Enquanto caminhava para a imigração, olhava ao redor e tentava comparar com a minha chegada em Frankfurt, primeira vez ever no exterior. Definitivamente a coisa perde a magia e o impacto depois da primeira vez. Agora eu estava bem agasalhado, seguindo tranquilamente meu caminho para a saída sem sobressaltos, em um aeroporto europeu razoavelmente bem sinalizado e organizado. (Tem uma coisa boa de ter a Infraero como administradora de aeroportos - a gente fica sempre preparado para o worst scenario case. Tenho sérias dúvida que o aeroporto de Jalalabad deva ser tão pior assim do que a pista de pouso que nomearam de "aeroporto" de Vitória...) Passei tranquilamente pela imigração, já que vinha para a Europa com um visto de longa duração para a França. No balcão do meu lado, um passageiro ainda de camisa de time de futebol, calça moletom e chinelos argumentava com o oficial português "Mas eu sou estudante de Direito da Universidade Federal da Paraíba, meu senhô!". O oficial português devolve o meu passaporte, revirando os olhos para a cena que se passa ao lado. Eu penso em como uma pessoa razoavelmente inteligente não consegue entender algo tão claro: você está viajando para o outro lado do mundo, você está viajando para um país que já nos colonizou (portanto com o qual sempre haverá algum tipo da herança do dominador x dominado - isso não acontece somente conosco, já vi acontecer com americanos na Inglaterra, mexicanos na Espanha e o mesmo com os habitantes dos territórios ultramarinos na França metropolitana), europeu é um povo chato que adorava analisar o outro pela forma de se vestir e você vai depende de um deles para entrar ou não entrar no continente. Custa meter um Converse, uma calça Jeans e uma camiseta branca e tentar ser educado sem dar carteirada?

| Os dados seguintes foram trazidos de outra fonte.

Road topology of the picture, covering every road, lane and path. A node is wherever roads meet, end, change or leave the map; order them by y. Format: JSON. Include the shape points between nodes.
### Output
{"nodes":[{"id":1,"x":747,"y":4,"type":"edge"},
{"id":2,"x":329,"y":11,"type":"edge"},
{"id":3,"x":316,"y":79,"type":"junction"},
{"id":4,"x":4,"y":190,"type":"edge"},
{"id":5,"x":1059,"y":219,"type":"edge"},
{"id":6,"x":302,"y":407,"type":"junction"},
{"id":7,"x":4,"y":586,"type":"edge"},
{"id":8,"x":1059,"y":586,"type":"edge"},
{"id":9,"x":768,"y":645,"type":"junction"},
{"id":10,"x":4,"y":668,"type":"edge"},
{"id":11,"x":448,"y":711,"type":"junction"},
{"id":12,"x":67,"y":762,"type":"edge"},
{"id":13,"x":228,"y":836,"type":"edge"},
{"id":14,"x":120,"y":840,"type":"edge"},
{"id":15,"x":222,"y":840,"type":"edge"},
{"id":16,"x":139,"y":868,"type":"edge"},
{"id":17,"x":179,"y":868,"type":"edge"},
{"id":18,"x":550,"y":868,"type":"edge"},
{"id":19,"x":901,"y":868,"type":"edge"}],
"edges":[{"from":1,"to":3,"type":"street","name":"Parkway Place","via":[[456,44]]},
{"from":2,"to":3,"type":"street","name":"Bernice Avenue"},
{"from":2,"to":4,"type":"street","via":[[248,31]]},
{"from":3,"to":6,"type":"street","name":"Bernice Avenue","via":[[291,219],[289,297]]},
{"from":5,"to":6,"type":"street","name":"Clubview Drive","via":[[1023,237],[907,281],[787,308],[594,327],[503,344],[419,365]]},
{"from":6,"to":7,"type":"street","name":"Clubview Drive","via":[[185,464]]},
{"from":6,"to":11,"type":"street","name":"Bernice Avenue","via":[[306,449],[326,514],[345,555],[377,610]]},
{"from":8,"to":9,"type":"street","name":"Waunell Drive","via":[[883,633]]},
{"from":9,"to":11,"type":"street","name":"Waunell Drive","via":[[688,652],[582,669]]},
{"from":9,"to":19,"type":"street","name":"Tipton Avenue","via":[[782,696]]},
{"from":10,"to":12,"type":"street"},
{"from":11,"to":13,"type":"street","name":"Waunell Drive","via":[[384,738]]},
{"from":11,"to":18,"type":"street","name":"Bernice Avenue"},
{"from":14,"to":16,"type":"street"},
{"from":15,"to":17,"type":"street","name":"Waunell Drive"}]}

Lisboa parecia Londres. 7°C, com uma neblina tão espessa como aquelas que costumam dar K.O. em Congonhas e Santos Dumont simultaneamente. Africanos, muitos africanos esperando na saída do desembarque internacional. Tudo exatamente igual, como da ultima vez que tinha vindo de Hamburgo. O aeroporto da Portela é pequeno em relação aos outros aeroportos de capitais europeias, as áreas comuns são mais compactas e a arquitetura interna lembra um centro comercial dos anos 90. E, apesar do considerável volume de passageiros, bastante confortável e visivelmente bem administrado. Achei facilmente o guarda-volumes, onde deixei a minha mala de mão por 3€ ou 4€ e peguei uma bolsa-carteiro, e parti para o ponto do Aerobus para ir para o centro de Lisboa.
Sentado em um autocarro que eu já conhecia. (Nunca me canso: por que o Rio de Janeiro não consegue seguir a bosta do exemplo, acabar com a concessão daquela bosta da Real Bus e montar um sistema minimamente funcional ligando os dois aeroportos à cidade?! 1,75€/R$2,30, regularidade de 10-15 minutos, ônibus normal com um bagageiro na frente. Simples assim. E melhor nem falar de Sao Paulo, porque ainda não consigo conter a gargalhada quando penso no Airport Bus Service cobrando R$33 para ligar Guarulhos à São Paulo.) Em uma cidade que eu já conhecia. Sem nenhum tipo de compromisso marcado. Olhando pela janela do ônibus e vendo os subúrbios de Lisboa passarem, as avenidas ligeiramente congestionadas durante o horário de rush matinal. Os azulejos e decorações dos prédios e casas de arquitetura portuguesa mais tradicional se alternando com as linhas retas, grandes espaços e concreto armado dos prédios de arquitetura moderna (International Style, Brutalismo, alguma coisa de Art Déco) que predominam fora do centro histórico de Lisboa. Engraçado como enquanto construimos Brasilia para tentar fugir da herança europeia carioca deixada por eles, eles faziam exatamente o mesmo nos seus subúrbios e colônias, e o resultado é algum tipo de sincronia entre os dois. Muitos prédios históricos que a crise condenou a algumas décadas à mais de negligência e descuido, mas que os criativos lisboetas decidiram intervir de alguma forma. A foto acima representa muito do que eu amo em Lisboa: uma decadência do clássico e do histórico, um não-conformismo e irreverência para a expressar a modernidade e criatividade inerente de uma cidade.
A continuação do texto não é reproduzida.